When a parent doesn't follow through on the gentlest of correction, then the parent is communicating that an appropriate response is optional. Out of frustration, parents often up the ante by resorting to yelling and making idle threats. Nothing really changes, because nothing has to. There is more yelling than consequences.
Such has been the history of FDA regulatory enforcement. The threats had to escalate. Their voice had to get louder. The stakes had to get bigger to get industry attention.
I remember the day (now I sound really old) when an FDA483 caused you to clutch your chest and wonder whether your career was over. Over time the FDA483 just became a "calling card" as we used to call it. It was just evidence that the FDA paid a site visit. “It’s just a short one,” we’d say. “No biggie.”
Then Warning Letters became more prolific because FDA483s just didn’t get sustained compliance. “Everyone takes their turn in the barrel,” we’d say. “It was just our turn.”
Then the yelling started.
Eli Lilly (1989), Warner Lambert Consent Decree (1993) and American Red Cross (1993) ushered in a new era and a new FDA enforcement lever. There are now over sixteen major Consent Decrees, not counting those from the swath cut through the medical gas industry in early 2000.

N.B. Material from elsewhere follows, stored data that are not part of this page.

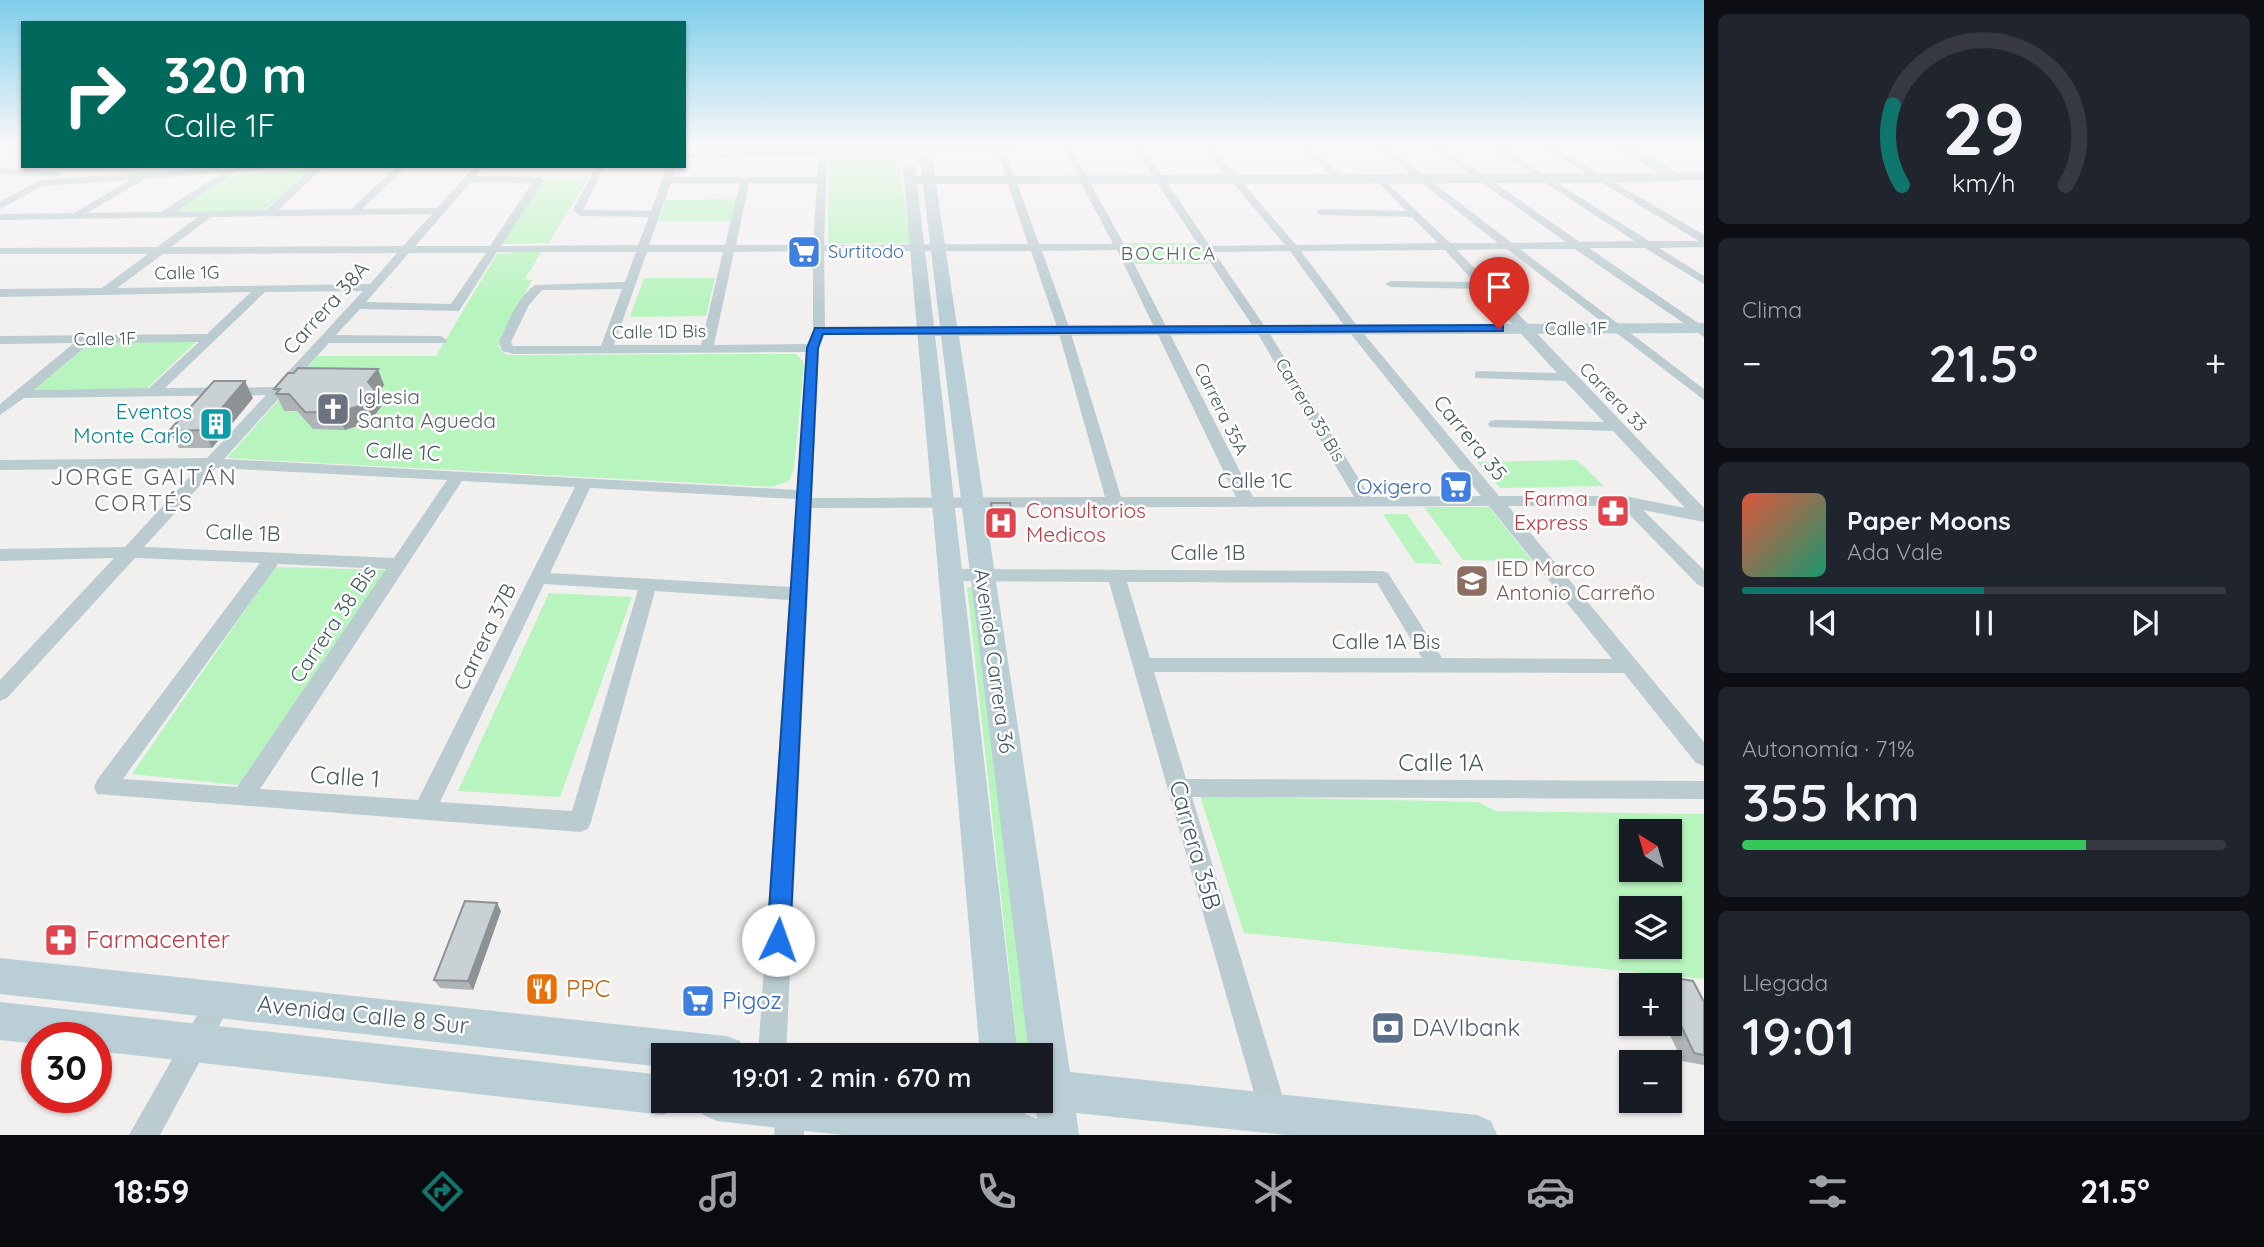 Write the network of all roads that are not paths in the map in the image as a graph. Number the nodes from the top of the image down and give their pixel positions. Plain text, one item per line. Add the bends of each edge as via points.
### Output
1 (105, 198) edge
2 (188, 198) edge
3 (286, 198) edge
4 (368, 198) edge
5 (452, 198) edge
6 (527, 198) edge
7 (584, 198) edge
8 (662, 198) edge
9 (742, 198) edge
10 (821, 198) edge
11 (915, 198) edge
12 (927, 198) edge
13 (1017, 198) edge
14 (1095, 198) edge
15 (1173, 198) edge
16 (1250, 198) edge
17 (1399, 198) edge
18 (1445, 198) edge
19 (1509, 198) edge
20 (1572, 198) edge
21 (1633, 198) edge
22 (355, 210) junction
23 (440, 211) junction
24 (270, 212) junction
25 (1321, 212) dead end
26 (163, 214) junction
27 (209, 214) junction
28 (657, 214) junction
29 (1415, 214) junction
30 (75, 215) junction
31 (0, 216) edge
32 (1704, 242) edge
33 (1647, 245) junction
34 (1578, 246) junction
35 (1033, 247) junction
36 (1120, 247) junction
37 (1508, 247) junction
38 (731, 248) junction
39 (818, 248) junction
40 (927, 248) junction
41 (1294, 248) junction
42 (1449, 248) junction
43 (492, 249) junction
44 (644, 249) junction
45 (1208, 249) junction
46 (407, 250) junction
47 (0, 251) edge
48 (159, 251) junction
49 (1704, 281) edge
50 (1391, 284) dead end
51 (630, 285) junction
52 (1482, 286) junction
53 (374, 287) junction
54 (262, 289) junction
55 (104, 292) junction
56 (0, 293) edge
57 (357, 305) junction
58 (1354, 329) junction
59 (1523, 329) junction
60 (1616, 329) junction
61 (1064, 330) junction
62 (1162, 330) junction
63 (1261, 330) junction
64 (1702, 330) edge
65 (937, 331) junction
66 (210, 338) junction
67 (87, 339) junction
68 (326, 339) junction
69 (816, 339) junction
70 (0, 340) edge
71 (441, 340) dead end
72 (708, 348) junction
73 (606, 350) junction
74 (1480, 375) dead end
75 (1569, 377) junction
76 (279, 391) junction
77 (152, 393) junction
78 (20, 394) junction
79 (1704, 396) edge
80 (0, 411) edge
81 (1495, 424) dead end
82 (1618, 427) junction
83 (211, 463) junction
84 (0, 465) edge
85 (458, 476) junction
86 (585, 483) junction
87 (1683, 494) junction
88 (1704, 494) edge
89 (804, 499) junction
90 (1625, 501) junction
91 (1247, 502) junction
92 (1365, 502) junction
93 (1495, 502) junction
94 (943, 503) junction
95 (972, 503) junction
96 (1115, 503) junction
97 (1704, 517) edge
98 (132, 552) junction
99 (0, 555) edge
100 (274, 557) junction
101 (400, 564) junction
102 (966, 575) junction
103 (1116, 576) junction
104 (539, 578) junction
105 (1704, 581) edge
106 (648, 585) junction
107 (798, 594) junction
108 (1142, 665) junction
109 (1436, 665) junction
110 (1630, 666) junction
111 (0, 693) edge
112 (1704, 757) edge
113 (1178, 788) junction
114 (1704, 790) edge
115 (243, 796) junction
116 (425, 810) junction
117 (0, 976) edge
118 (220, 1000) junction
119 (0, 1021) edge
120 (197, 1043) junction
121 (773, 1043) edge
122 (998, 1043) edge
123 (1040, 1043) edge
124 (651, 1047) edge
125 (1053, 1091) edge
126 (651, 1094) edge
127 (1053, 1112) edge
128 (759, 1113) edge
129 (1273, 1114) junction
130 (790, 1122) edge
131 (1012, 1123) edge
132 (144, 1135) edge
133 (1059, 1135) edge
134 (1477, 1135) edge

1 - 30 street
2 - 26 street
3 - 24 street
4 - 22 street
5 - 23 street, Carrera 38A
6 - 43 street
7 - 28 street via 580,213
8 - 28 street
9 - 38 street
10 - 39 street
11 - 40 main road, Avenida Carrera 36
12 - 40 main road, Avenida Carrera 36
13 - 35 street
14 - 36 street, Carrera 35A
15 - 45 street, Carrera 35 Bis
16 - 41 street, Carrera 35
17 - 29 street, Carrera 33
18 - 37 street
19 - 34 street
20 - 33 street
21 - 32 street
22 - 23 street
22 - 24 street
23 - 46 street, Carrera 38A
24 - 27 street
25 - 29 street
26 - 27 street
26 - 30 street
27 - 48 street
28 - 44 street
29 - 42 street, Carrera 33
30 - 31 street
32 - 33 street
33 - 34 street
33 - 49 street
34 - 37 street
34 - 64 street
35 - 36 street
35 - 40 street
35 - 61 street
36 - 62 street, Carrera 35A
37 - 42 street
37 - 60 street
38 - 39 street
38 - 44 street
38 - 72 street
39 - 40 street
39 - 69 street
40 - 65 main road, Avenida Carrera 36
41 - 42 street
41 - 45 street
41 - 58 street, Carrera 35
42 - 52 street, Carrera 33
43 - 44 street
43 - 46 street
43 - 57 street via 454,308
44 - 51 street
45 - 63 street, Carrera 35 Bis
46 - 48 street
46 - 53 street, Carrera 38A
47 - 48 street
48 - 55 street
50 - 52 street
51 - 73 street
51 - 73 street, Calle 1D Bis via 539,287 520,309 505,342 514,350
52 - 59 street, Carrera 33
53 - 54 street, Calle 1G
53 - 57 street, Carrera 38A
54 - 55 street, Calle 1G
54 - 66 street
55 - 56 street, Calle 1G
57 - 68 street, Carrera 38A
58 - 59 main road, Calle 1F
58 - 63 main road, Calle 1F
58 - 93 street, Carrera 35
59 - 60 main road, Calle 1F
59 - 75 street, Carrera 33
60 - 64 main road, Calle 1F
60 - 79 street
61 - 62 main road, Calle 1F
61 - 65 main road, Calle 1F
61 - 96 street
62 - 63 main road, Calle 1F
62 - 91 street, Carrera 35A
63 - 92 street, Carrera 35 Bis
65 - 69 street, Calle 1F
65 - 94 main road, Avenida Carrera 36
65 - 95 main road, Avenida Carrera 36
66 - 67 street, Calle 1F
66 - 77 street
67 - 70 street, Calle 1F
67 - 78 street
68 - 71 street
68 - 76 street, Carrera 38A
69 - 72 street, Calle 1D Bis
69 - 89 street
72 - 73 street, Calle 1D Bis
74 - 75 street
75 - 82 street, Carrera 33
76 - 77 street
76 - 83 street, Carrera 38A
77 - 78 street
78 - 80 street
81 - 82 street
82 - 87 street, Carrera 33
83 - 84 street, Calle 1C
83 - 85 street, Calle 1C
83 - 98 street, Carrera 38A
85 - 86 street, Calle 1C
85 - 101 street, Carrera 38 Bis
86 - 89 street, Calle 1C
86 - 104 street, Carrera 37B
87 - 88 street
87 - 97 street, Carrera 33
89 - 94 street, Calle 1C
89 - 107 street
90 - 93 street, Calle 1C
90 - 97 street, Calle 1C
90 - 105 street
91 - 92 street, Calle 1C
91 - 96 street, Calle 1C
92 - 93 street, Calle 1C
93 - 110 street, Carrera 35
94 - 95 street, Calle 1C
94 - 102 main road, Avenida Carrera 36
95 - 96 street, Calle 1C
95 - 102 main road, Avenida Carrera 36
98 - 99 street, Calle 1B
98 - 100 street, Calle 1B
98 - 111 street, Carrera 38A
100 - 101 street, Calle 1B
100 - 115 street, Calle 1 via 105,787
101 - 115 street, Carrera 38 Bis
102 - 103 street, Calle 1B
102 - 122 main road, Avenida Carrera 36
102 - 123 main road, Avenida Carrera 36
103 - 108 street, Carrera 35B
103 - 109 street, Calle 1B via 1382,577
104 - 106 street
104 - 116 street, Carrera 37B
106 - 107 street
106 - 116 street, Calle 1 via 580,822
107 - 121 street
108 - 109 street, Calle 1A Bis
108 - 113 street, Carrera 35B
109 - 110 street, Calle 1A Bis
110 - 112 street, Carrera 35
113 - 114 street, Calle 1A
113 - 129 street, Carrera 35B
115 - 116 street, Calle 1
117 - 118 main road, Avenida Calle 8 Sur
118 - 120 street
118 - 124 main road, Avenida Calle 8 Sur
119 - 120 main road, Avenida Calle 8 Sur
120 - 126 main road, Avenida Calle 8 Sur
120 - 132 street
125 - 129 main road
127 - 133 main road, Avenida Carrera 36
128 - 130 main road
129 - 134 main road
130 - 131 main road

Rather than the "pay-as-you-go" investments in improving the manufacturing operations and ensuring the state of control, some apparently have chosen profits over control until one day all goes wobbly and the FDA finally blows its stack. Even so, a fine of multi-millions of dollars is a drop in the bucket to the company. (The cost, of course, is passed on to patients.) “A blip in the stock price. A one-time hit,” we’d say.
But last week things started getting personal, and the FDA is threatening to up the ante again. Now mom is throwing the china to get attention.
Although the Parke Doctrine had been at the FDA's disposal since 1975, apparently it is being dusted off because, well—it has to be.
The Parke Doctrine is all about personal accountability. Individuals—not corporations—are personally charged with a crime. Their careers are over, and a criminal record taints them for life. (See The QA Pharm 9/11/10.)
Unfortunately, this just might be what it takes for the management at some companies to take their personal role seriously in assuring that they are in compliance with FDA regulations enacted to ensure public safety.
Thankfully, not all pharmaceutical companies are recidivists. Hopefully, reading the trade news about Consent Decrees will not become passé.
Threat of personal prosecution needs to grab industry attention—like Consent Decrees, ah…like Warning Letters, um…like FDA483s used to.